■ Description of the task: Extract the text of every entry below exactly; leave images out.

■ Provided data:
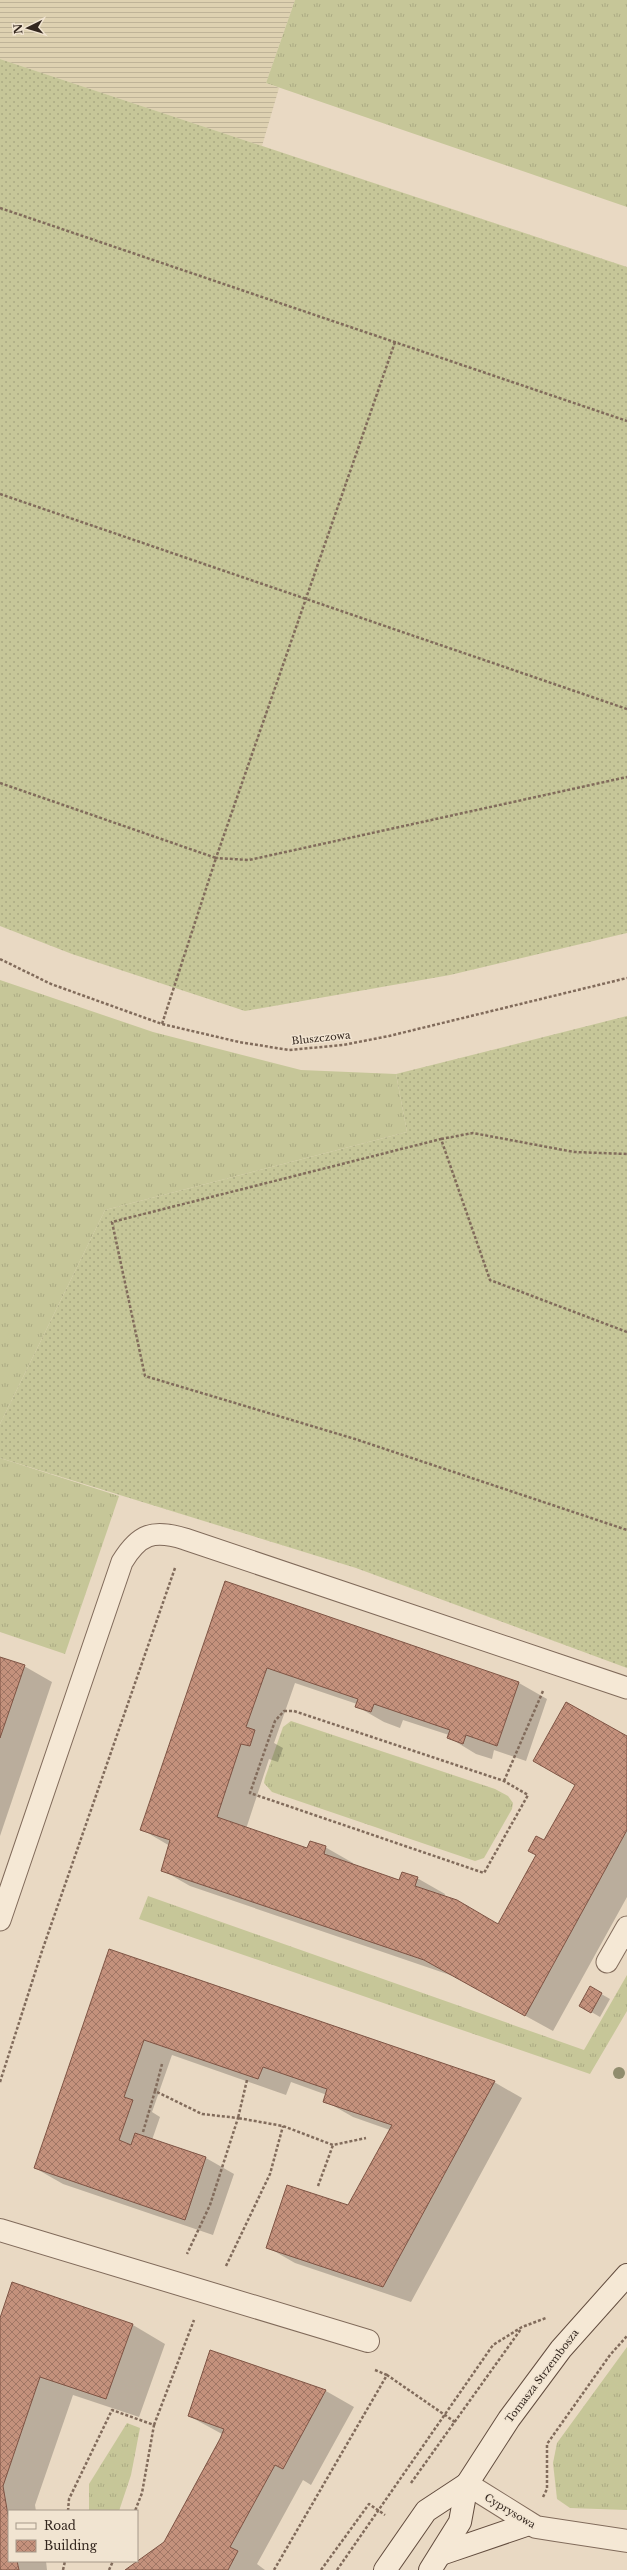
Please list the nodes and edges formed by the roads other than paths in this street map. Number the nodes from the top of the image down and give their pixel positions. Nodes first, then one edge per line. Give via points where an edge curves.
1 (627, 1688) edge
2 (0, 1920) edge
3 (627, 1927) edge
4 (607, 1962) dead end
5 (0, 2230) edge
6 (627, 2275) edge
7 (368, 2341) dead end
8 (467, 2484) junction
9 (529, 2524) junction
10 (627, 2541) edge
11 (436, 2562) edge
12 (385, 2570) edge

1 - 2 lane via 185,1539 168,1534 153,1535 133,1544 122,1562
3 - 4 lane
5 - 7 street
6 - 8 street, Tomasza Strzembosza via 561,2348 509,2418
8 - 9 street, Cyprysowa
8 - 11 street, Tomasza Strzembosza via 460,2522
8 - 12 street, Tomasza Strzembosza via 426,2511
9 - 10 street, Cyprysowa via 544,2530
9 - 11 street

■ Result below:
Please list the nodes and edges formed by the roads other than paths in this street map. Number the nodes from the top of the image down and give their pixel positions. Nodes first, then one edge per line. Give via points where an edge curves.
1 (627, 1688) edge
2 (0, 1920) edge
3 (627, 1927) edge
4 (607, 1962) dead end
5 (0, 2230) edge
6 (627, 2275) edge
7 (368, 2341) dead end
8 (467, 2484) junction
9 (529, 2524) junction
10 (627, 2541) edge
11 (436, 2562) edge
12 (385, 2570) edge

1 - 2 lane via 185,1539 168,1534 153,1535 133,1544 122,1562
3 - 4 lane
5 - 7 street
6 - 8 street, Tomasza Strzembosza via 561,2348 509,2418
8 - 9 street, Cyprysowa
8 - 11 street, Tomasza Strzembosza via 460,2522
8 - 12 street, Tomasza Strzembosza via 426,2511
9 - 10 street, Cyprysowa via 544,2530
9 - 11 street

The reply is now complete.